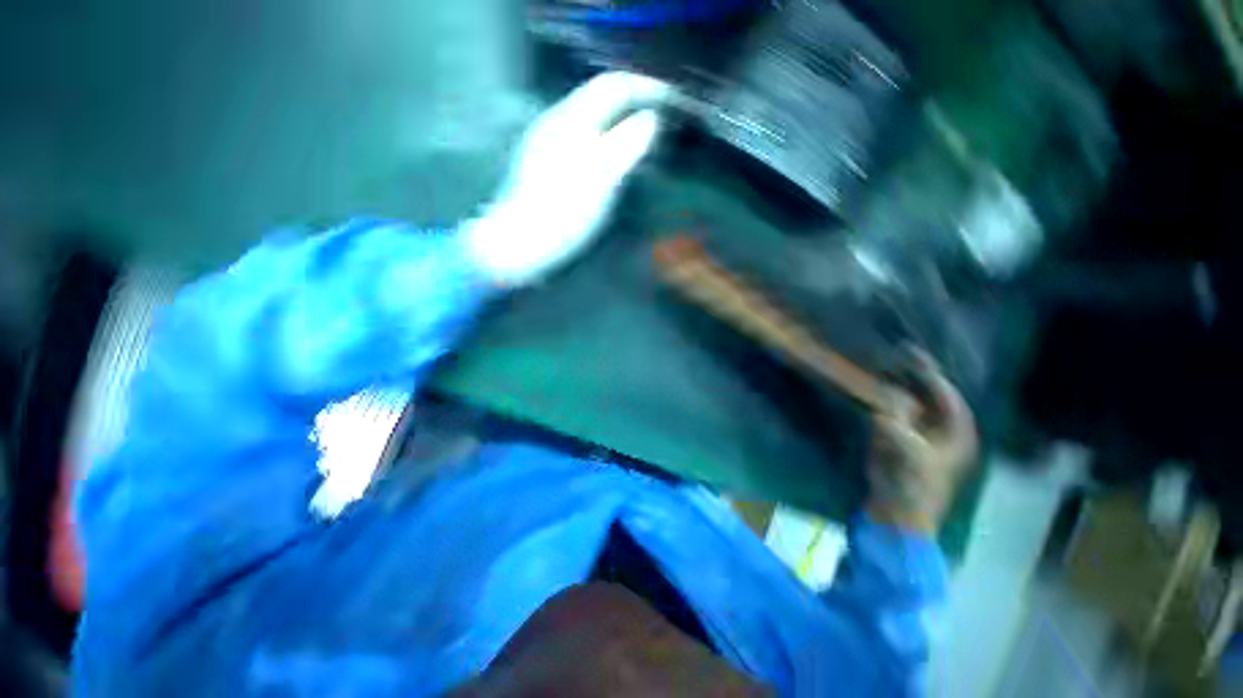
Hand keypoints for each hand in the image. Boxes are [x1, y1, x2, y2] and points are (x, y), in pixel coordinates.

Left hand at [466, 72, 671, 286]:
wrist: (520, 245)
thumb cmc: (563, 213)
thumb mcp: (601, 178)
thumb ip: (627, 143)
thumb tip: (651, 118)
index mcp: (570, 120)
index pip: (612, 85)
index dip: (644, 87)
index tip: (671, 100)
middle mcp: (556, 123)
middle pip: (599, 99)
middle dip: (632, 103)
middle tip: (660, 121)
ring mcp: (547, 144)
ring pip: (590, 121)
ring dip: (618, 123)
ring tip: (641, 140)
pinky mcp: (544, 166)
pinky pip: (582, 141)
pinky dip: (604, 142)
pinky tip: (610, 162)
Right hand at [866, 350, 977, 535]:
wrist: (896, 510)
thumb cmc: (915, 485)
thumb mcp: (910, 456)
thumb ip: (898, 429)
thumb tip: (883, 409)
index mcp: (956, 435)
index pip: (948, 397)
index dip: (933, 377)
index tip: (915, 356)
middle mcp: (939, 429)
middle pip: (929, 395)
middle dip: (916, 376)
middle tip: (898, 352)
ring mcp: (917, 432)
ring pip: (910, 401)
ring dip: (897, 384)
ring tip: (883, 364)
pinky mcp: (896, 437)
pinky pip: (891, 410)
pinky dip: (882, 399)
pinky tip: (871, 386)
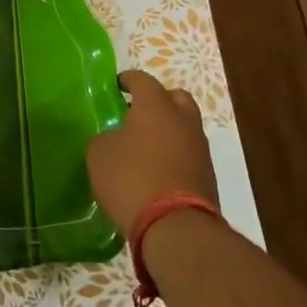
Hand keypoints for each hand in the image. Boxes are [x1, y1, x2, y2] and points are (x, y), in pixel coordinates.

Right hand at [86, 70, 218, 232]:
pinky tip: (155, 170)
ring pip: (184, 127)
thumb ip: (105, 138)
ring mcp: (200, 148)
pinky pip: (188, 154)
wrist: (175, 227)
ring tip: (144, 147)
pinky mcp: (207, 176)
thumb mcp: (99, 154)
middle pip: (175, 98)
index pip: (142, 80)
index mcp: (156, 106)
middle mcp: (183, 120)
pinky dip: (174, 155)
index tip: (116, 86)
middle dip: (157, 101)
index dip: (127, 80)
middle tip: (136, 113)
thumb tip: (114, 139)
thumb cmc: (132, 178)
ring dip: (168, 131)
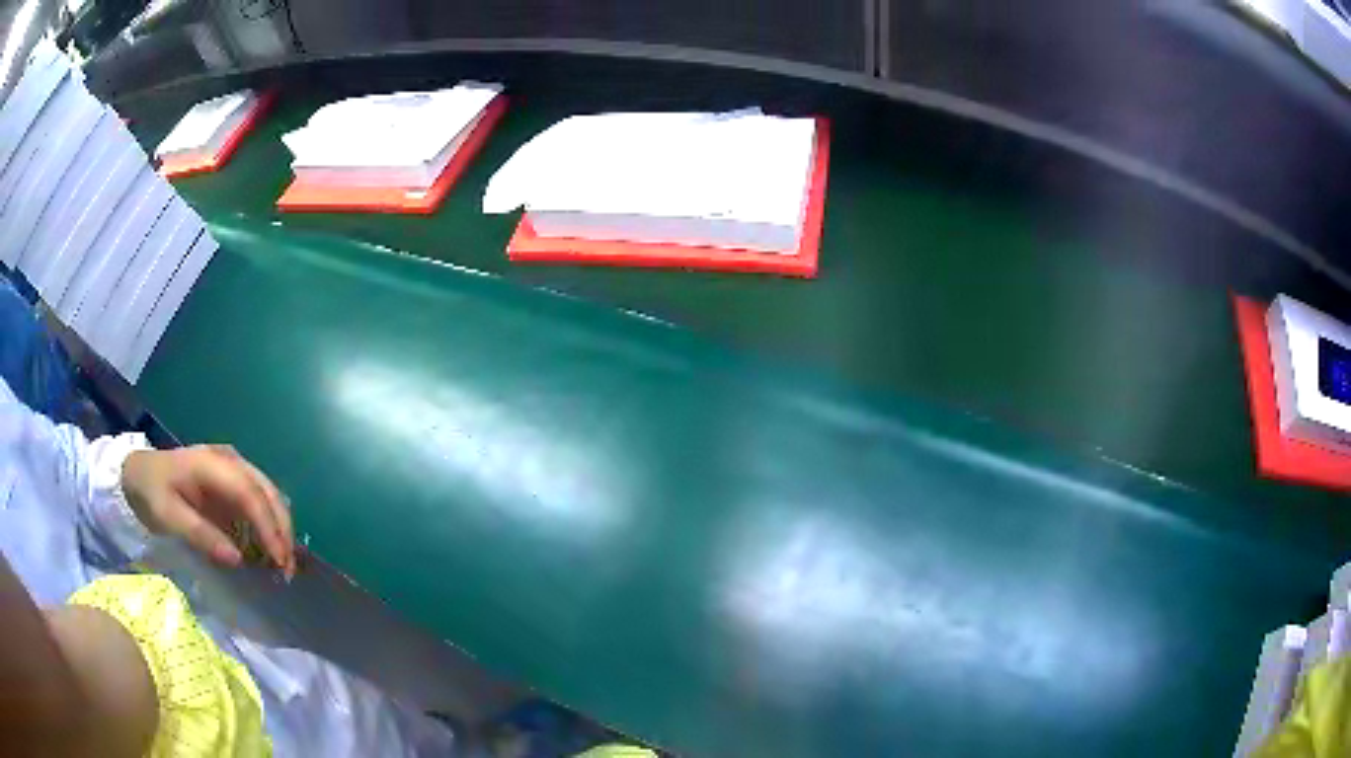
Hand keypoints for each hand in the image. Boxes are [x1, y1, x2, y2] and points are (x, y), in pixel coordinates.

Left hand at [121, 445, 294, 576]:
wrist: (138, 473)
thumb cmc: (151, 493)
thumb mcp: (167, 516)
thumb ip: (200, 535)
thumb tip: (238, 559)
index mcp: (210, 464)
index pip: (249, 494)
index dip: (267, 526)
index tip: (278, 561)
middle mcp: (228, 460)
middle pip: (267, 491)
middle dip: (282, 529)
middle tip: (286, 568)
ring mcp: (233, 467)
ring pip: (269, 494)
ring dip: (280, 527)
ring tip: (281, 562)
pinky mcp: (233, 480)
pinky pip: (259, 500)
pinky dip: (269, 524)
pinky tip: (269, 548)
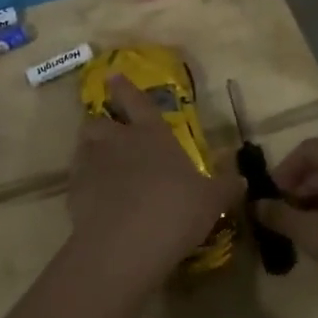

★ ★ ★ ★ ★

▸ ASSIGNMENT
Of the entries above, transcribe exactly those lines that fall between the line containing "ring pip: (590, 121)" and the line containing "index tip: (915, 356)", together with those two lines.

▸ RESULT FOR THIS TASK
ring pip: (590, 121)
ring dip: (618, 123)
ring tip: (641, 140)
pinky mcp: (544, 166)
pinky pip: (582, 141)
pinky dip: (604, 142)
pinky tip: (610, 162)
Right hand at [866, 350, 977, 535]:
wrist: (896, 510)
thumb cmc: (915, 485)
thumb mcp: (910, 456)
thumb ip: (898, 429)
thumb tip: (883, 409)
index mcp: (956, 435)
index pip: (948, 397)
index dip: (933, 377)
index tip: (915, 356)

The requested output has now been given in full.